Иногда Генрих чувствовал, как на него накатывала беспричинная ярость, тогда он бил о стену стулья и посуду, ругал мать, погибших сестер, царапал двери. Иногда, наоборот, становилось тоскливо и очень себя жаль. Раньше, когда они жили в Оснабрюке, ничего похожего с ним не случалось. Берлин, вообще, странный, очень суматошный город.

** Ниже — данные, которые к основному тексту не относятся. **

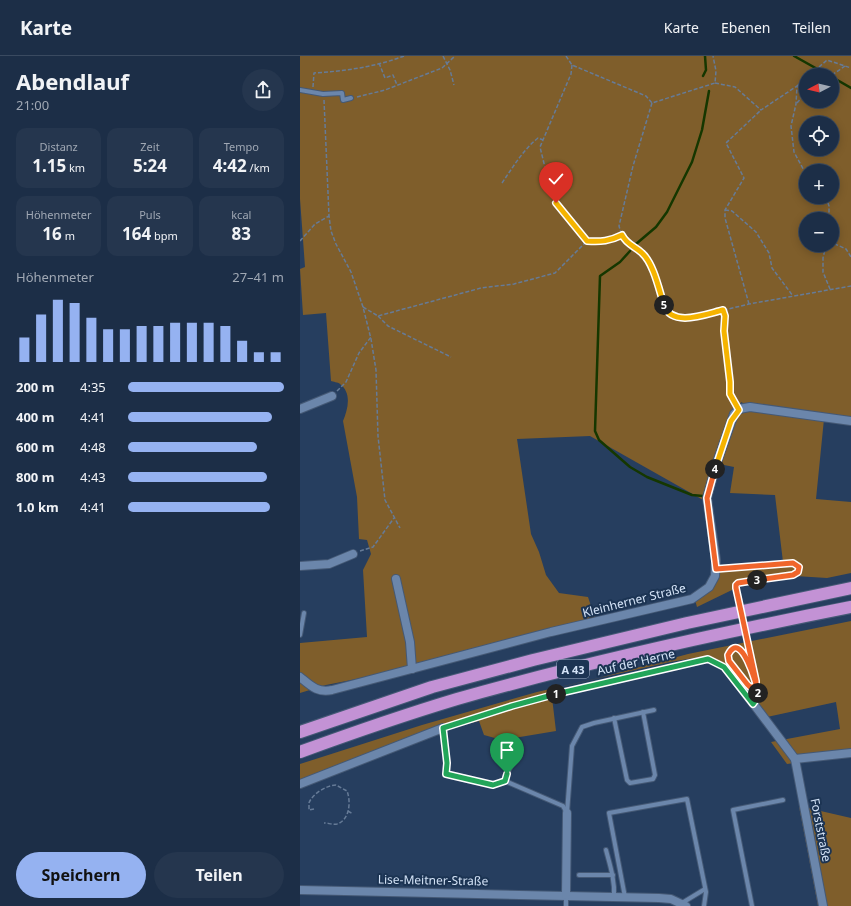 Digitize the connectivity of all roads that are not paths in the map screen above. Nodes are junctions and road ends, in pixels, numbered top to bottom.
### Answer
1 (300, 90) edge
2 (351, 98) road end
3 (332, 396) road end
4 (300, 409) edge
5 (851, 421) edge
6 (353, 554) road end
7 (300, 566) edge
8 (396, 579) dead end
9 (851, 588) edge
10 (851, 607) edge
11 (304, 613) dead end
12 (300, 634) edge
13 (412, 669) junction
14 (300, 677) edge
15 (734, 678) road end
16 (654, 710) dead end
17 (643, 712) junction
18 (614, 718) junction
19 (443, 728) joint
20 (300, 732) edge
21 (515, 743) dead end
22 (300, 752) edge
23 (851, 753) edge
24 (795, 759) junction
25 (505, 781) junction
26 (300, 784) edge
27 (783, 800) dead end
28 (567, 813) junction
29 (606, 850) dead end
30 (613, 875) junction
31 (579, 876) dead end
32 (705, 889) junction
33 (300, 890) edge
34 (566, 895) junction
35 (614, 897) junction
36 (625, 897) junction
37 (684, 905) edge
38 (566, 906) edge
39 (704, 906) edge
40 (752, 906) edge
41 (823, 906) edge

1 - 2 lane
3 - 4 street
5 - 13 street, Kleinherner Straße
6 - 7 street
8 - 13 street
9 - 20 highway, A 43
10 - 22 highway, A 43
11 - 12 lane
13 - 14 street, Kleinherner Straße
15 - 24 street
16 - 17 lane
17 - 18 lane
17 - 18 lane
18 - 28 lane
19 - 25 lane
19 - 26 street
21 - 25 lane
23 - 24 street
24 - 41 street, Forststraße
25 - 28 lane
27 - 40 lane
28 - 34 street
29 - 30 lane
30 - 31 lane
30 - 35 lane
32 - 36 lane
32 - 37 lane
32 - 39 lane
33 - 34 street, Lise-Meitner-Straße
34 - 35 street, Lise-Meitner-Straße
34 - 38 lane
35 - 36 street, Lise-Meitner-Straße
36 - 37 street, Lise-Meitner-Straße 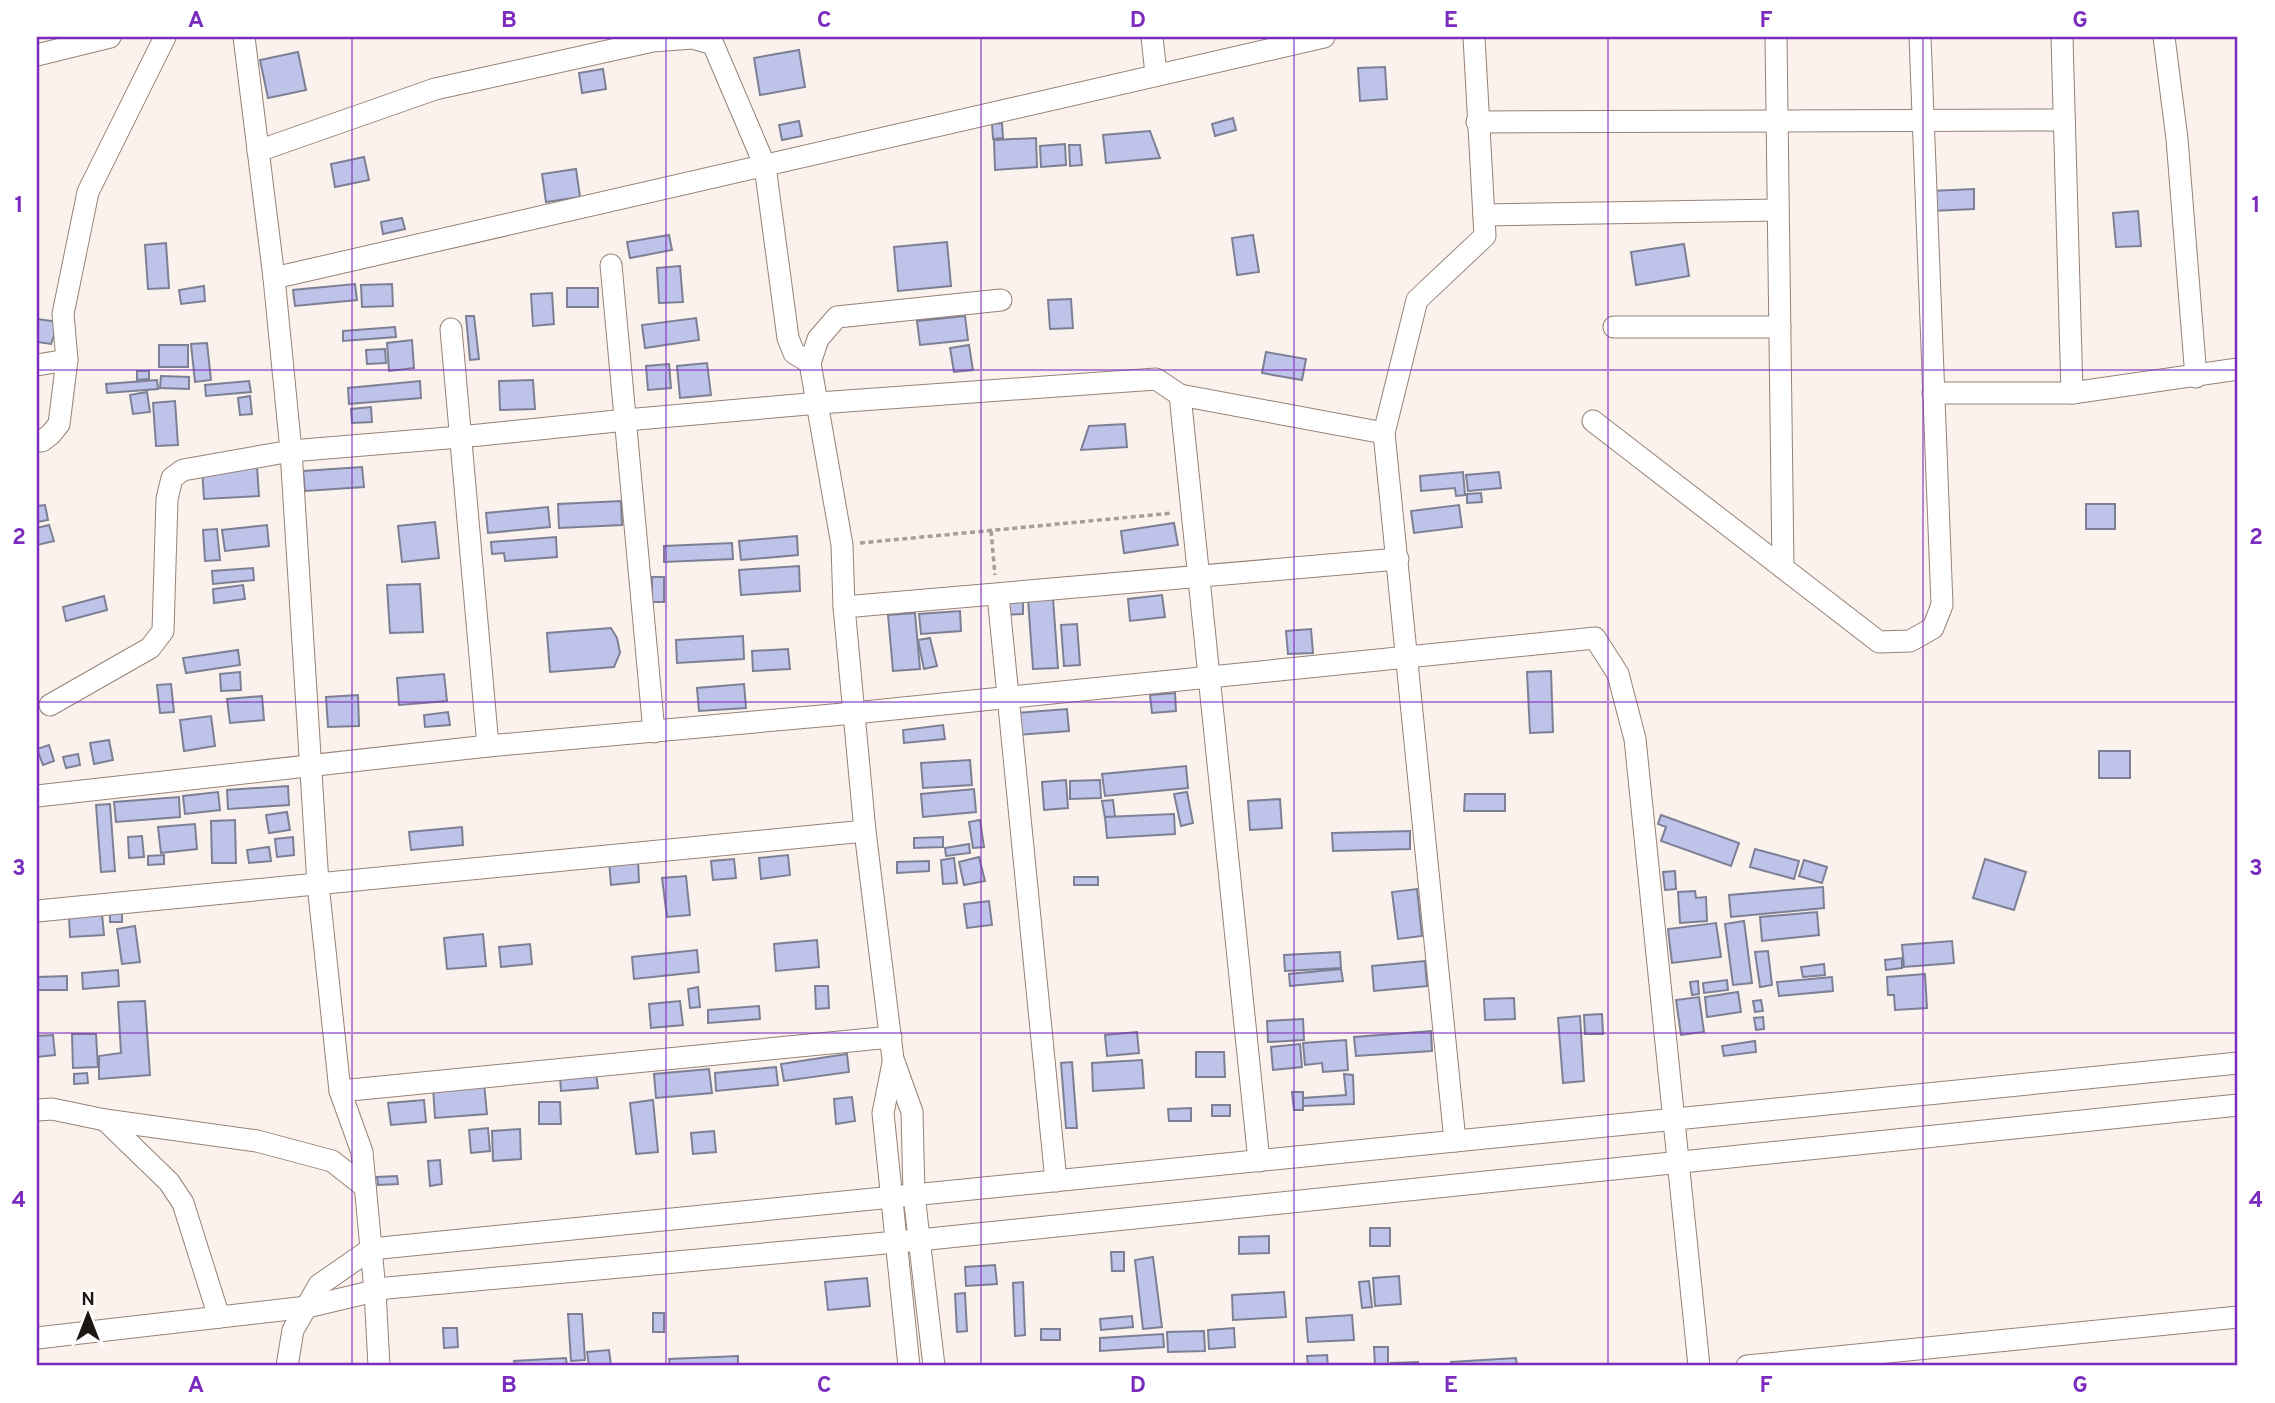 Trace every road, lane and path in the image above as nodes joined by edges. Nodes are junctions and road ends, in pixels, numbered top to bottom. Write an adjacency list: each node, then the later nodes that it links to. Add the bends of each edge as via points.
1 (110, 37): 11 (street)
2 (165, 37): 27 (street, via 88,192 64,314)
3 (244, 37): 17 (street)
4 (1152, 37): 12 (street)
5 (1324, 37): 12 (street)
6 (1474, 37): 16 (street)
7 (1776, 37): 14 (street)
8 (1920, 37): 15 (street)
9 (2062, 37): 13 (street)
10 (2164, 37): 31 (street)
11 (37, 55)
12 (1156, 74): 18 (street)
13 (2064, 120): 15 (street); 33 (street)
14 (1777, 121): 15 (street); 16 (street); 19 (street)
15 (1923, 121): 32 (street)
16 (1477, 122): 20 (street)
17 (258, 151): 18 (street, via 435,89 653,41 692,37 713,44); 22 (street)
18 (765, 166): 22 (street); 28 (street, via 788,338 794,353)
19 (1778, 210): 20 (street); 25 (street)
20 (1484, 215): 38 (street, via 1485,236 1418,300)
21 (611, 265): 36 (street)
22 (274, 278): 41 (street)
23 (1002, 300): 28 (street, via 837,317 818,339)
24 (1614, 327): 25 (street)
25 (1780, 327): 46 (street)
26 (451, 329): 39 (street)
27 (67, 360): 29 (street); 40 (street, via 59,424)
28 (810, 363): 35 (street)
29 (37, 365)
30 (2238, 369): 31 (street)
31 (2196, 377): 33 (street)
32 (1933, 393): 33 (street); 46 (street, via 1942,605 1933,628 1910,641 1879,642)
33 (2072, 393)
34 (1180, 395): 35 (street, via 1156,379); 38 (street); 42 (street)
35 (818, 403): 36 (street); 44 (street)
36 (626, 420): 39 (street); 55 (street)
37 (1593, 421): 46 (street)
38 (1384, 433): 45 (street)
39 (460, 437): 41 (street); 56 (street)
40 (37, 442)
41 (291, 451): 53 (street, via 183,470 172,478 167,499 163,631 150,648); 57 (street)
42 (1192, 511): 43 (path); 47 (street)
43 (991, 530): 44 (path); 48 (path)
44 (842, 545): 49 (street)
45 (1398, 559): 47 (street); 50 (street)
46 (1783, 568)
47 (1200, 577): 48 (street); 51 (street)
48 (998, 595): 49 (street); 52 (street)
49 (844, 607): 54 (street)
50 (1407, 657): 51 (street); 68 (street, via 1595,638 1618,674 1635,739); 70 (street)
51 (1210, 676): 52 (street); 71 (street)
52 (1007, 696): 54 (street); 73 (street)
53 (50, 705)
54 (854, 712): 55 (street); 59 (street)
55 (654, 732): 56 (street)
56 (488, 746): 57 (street)
57 (310, 766): 58 (street); 60 (street)
58 (37, 796)
59 (865, 831): 60 (street); 62 (street)
60 (318, 884): 61 (street); 65 (street)
61 (37, 911)
62 (891, 1037): 63 (street); 65 (street)
63 (893, 1059): 75 (street, via 912,1112); 76 (street, via 883,1113)
64 (2238, 1063): 68 (street)
65 (340, 1091): 74 (street, via 362,1152)
66 (2238, 1105): 72 (street)
67 (37, 1111): 69 (street, via 52,1109)
68 (1674, 1119): 70 (street); 72 (street)
69 (105, 1120): 74 (street, via 257,1141 332,1161); 82 (street, via 169,1182 183,1203)
70 (1455, 1141): 71 (street)
71 (1259, 1161): 73 (street)
72 (1678, 1162): 77 (street); 89 (street)
73 (1056, 1181): 75 (street)
74 (365, 1187): 79 (street)
75 (914, 1195): 76 (street); 77 (street)
76 (892, 1197): 78 (street); 79 (street)
77 (919, 1240): 78 (street); 88 (street)
78 (896, 1242): 80 (street); 87 (street)
79 (371, 1249): 80 (street); 81 (street, via 319,1285)
80 (375, 1291): 81 (street); 86 (street)
81 (307, 1307): 82 (street); 85 (street, via 293,1330)
82 (219, 1317): 84 (street)
83 (2238, 1317): 90 (street)
84 (37, 1338)
85 (286, 1366)
86 (379, 1366)
87 (909, 1366)
88 (934, 1366)
89 (1699, 1366)
90 (1747, 1366)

Хлеба, однако, ему здесь не найти. Генрих заглянул под пустые прилавки и пошел к дверям, но услышал на улице ругань и остановился. Из магазина мягкой игрушки выходила целая компания; все сильно пьяны. Ни респираторов, ни иных защитных средств ни на ком из них не было. Впереди шел высокий худощавый блондин с курчавыми, как у куклы, волосами. В руке он сжимал новенький, будто только что с конвейера, винчестер. Остальные парни, одетые в черные кожаные куртки на заклепках и черные джинсы, были с ног до головы увешаны всевозможными металлическими примочками, начиная от железных цепочек, болтавшихся на всевозможных местах, и заканчивая большой металлической звездой в четырьмя лучами на уровне сердца. Один поигрывал ножом-«бабочкой», второй держал в руке довольно большую сумку, у прочих были биты либо металлические прутья. Они еле держались на ногах. Рядом с ними покачивались две девчонки лет пятнадцати с ничего не выражающими лицами и прозрачными, будто стеклянными, глазами.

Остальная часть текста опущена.